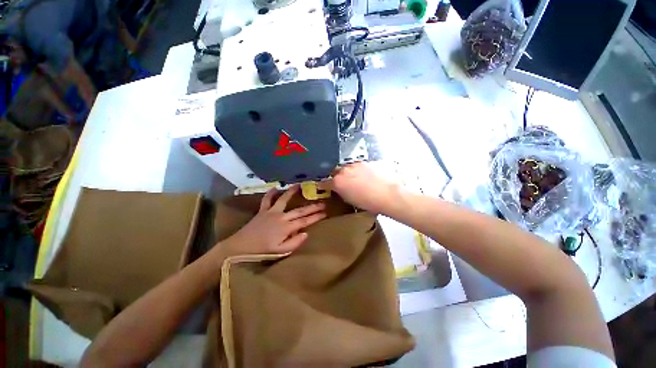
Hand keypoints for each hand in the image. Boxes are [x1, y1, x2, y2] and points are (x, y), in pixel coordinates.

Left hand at [222, 185, 325, 255]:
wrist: (240, 247)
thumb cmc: (261, 251)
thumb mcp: (280, 252)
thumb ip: (294, 243)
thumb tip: (306, 233)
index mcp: (286, 228)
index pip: (305, 221)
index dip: (316, 216)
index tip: (325, 212)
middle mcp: (281, 217)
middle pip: (300, 211)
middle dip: (312, 206)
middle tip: (322, 202)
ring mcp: (271, 212)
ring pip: (284, 199)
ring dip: (292, 192)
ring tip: (300, 185)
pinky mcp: (262, 211)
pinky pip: (266, 200)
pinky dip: (270, 193)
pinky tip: (275, 188)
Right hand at [326, 162, 400, 213]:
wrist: (389, 194)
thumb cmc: (369, 203)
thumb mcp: (351, 200)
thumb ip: (342, 192)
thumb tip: (340, 189)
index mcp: (338, 182)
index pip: (325, 182)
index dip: (323, 184)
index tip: (322, 186)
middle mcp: (345, 170)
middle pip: (336, 171)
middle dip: (337, 176)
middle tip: (342, 182)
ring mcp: (356, 164)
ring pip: (348, 167)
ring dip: (349, 172)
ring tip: (356, 179)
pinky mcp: (367, 161)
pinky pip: (359, 165)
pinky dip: (360, 170)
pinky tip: (367, 176)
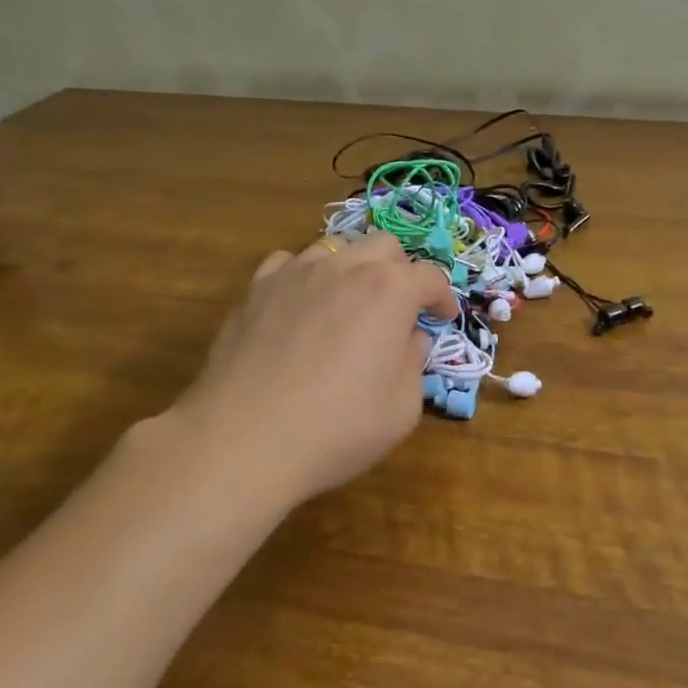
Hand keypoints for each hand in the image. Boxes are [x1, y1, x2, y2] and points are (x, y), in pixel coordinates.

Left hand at [169, 233, 457, 508]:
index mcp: (390, 290)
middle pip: (384, 247)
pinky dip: (306, 277)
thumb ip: (414, 362)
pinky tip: (302, 306)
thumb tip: (410, 338)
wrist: (244, 440)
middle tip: (398, 311)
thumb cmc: (338, 428)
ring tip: (349, 305)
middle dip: (401, 273)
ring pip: (336, 247)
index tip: (442, 319)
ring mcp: (295, 273)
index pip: (430, 276)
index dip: (443, 298)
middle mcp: (344, 267)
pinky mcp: (256, 289)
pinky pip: (289, 263)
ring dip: (354, 269)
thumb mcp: (402, 408)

> _Task brief_
Exact copy, pictures excluded: restate every record above word for word.

> _Response to the task_
Hand keypoints for each hand in the image. Boxes are [x1, y1, x2, y2] and points are (x, y), in pixel coordinates.

Left hand at [222, 185, 325, 255]:
wrist: (240, 247)
thumb cmc: (261, 251)
thumb mcp: (280, 252)
thumb ip: (294, 243)
thumb tip: (306, 233)
index mcp: (286, 228)
index pip: (305, 221)
index dip: (316, 216)
index tip: (325, 212)
middle mcp: (281, 217)
middle pip: (300, 211)
middle dip: (312, 206)
middle tip: (322, 202)
ring mcp: (271, 212)
ring pip: (284, 199)
ring dip: (292, 192)
ring tip: (300, 185)
pinky mcp: (262, 211)
pinky pip: (266, 200)
pinky dip: (270, 193)
pinky tip: (275, 188)
Right hand at [326, 162, 400, 213]:
wrist: (389, 194)
thumb cmc: (369, 203)
thumb mcp: (351, 200)
thumb ip: (342, 192)
thumb tip: (340, 189)
index mcp: (338, 182)
index pip: (325, 182)
index dip: (323, 184)
index tip: (322, 186)
middle mcp: (345, 170)
middle pip: (336, 171)
middle dip: (337, 176)
middle tip: (342, 182)
ring mcp: (356, 164)
ring pip: (348, 167)
ring dip: (349, 172)
ring tip: (356, 179)
pinky mcp: (367, 161)
pinky pip: (359, 165)
pinky dip: (360, 170)
pinky tip: (367, 176)
Hand keypoints for each hand in the image. Boxes are [x1, y1, x2, y2] and points are (x, y), in pixel coordinates.

Left hand at [169, 233, 457, 508]:
index mcp: (390, 290)
middle pip: (384, 247)
pinky dip: (306, 277)
thumb ip: (414, 362)
pinky tip: (302, 306)
thumb tip: (410, 338)
wrist: (244, 440)
middle tip: (398, 311)
thumb cmc: (338, 428)
ring tip: (349, 305)
middle dip: (401, 273)
ring pip: (336, 247)
index tip: (442, 319)
ring mcp: (295, 273)
index pip: (430, 276)
index dip: (443, 298)
middle mcp: (344, 267)
pinky mcp: (256, 289)
pinky pip: (289, 263)
ring dip: (354, 269)
thumb mcp: (402, 408)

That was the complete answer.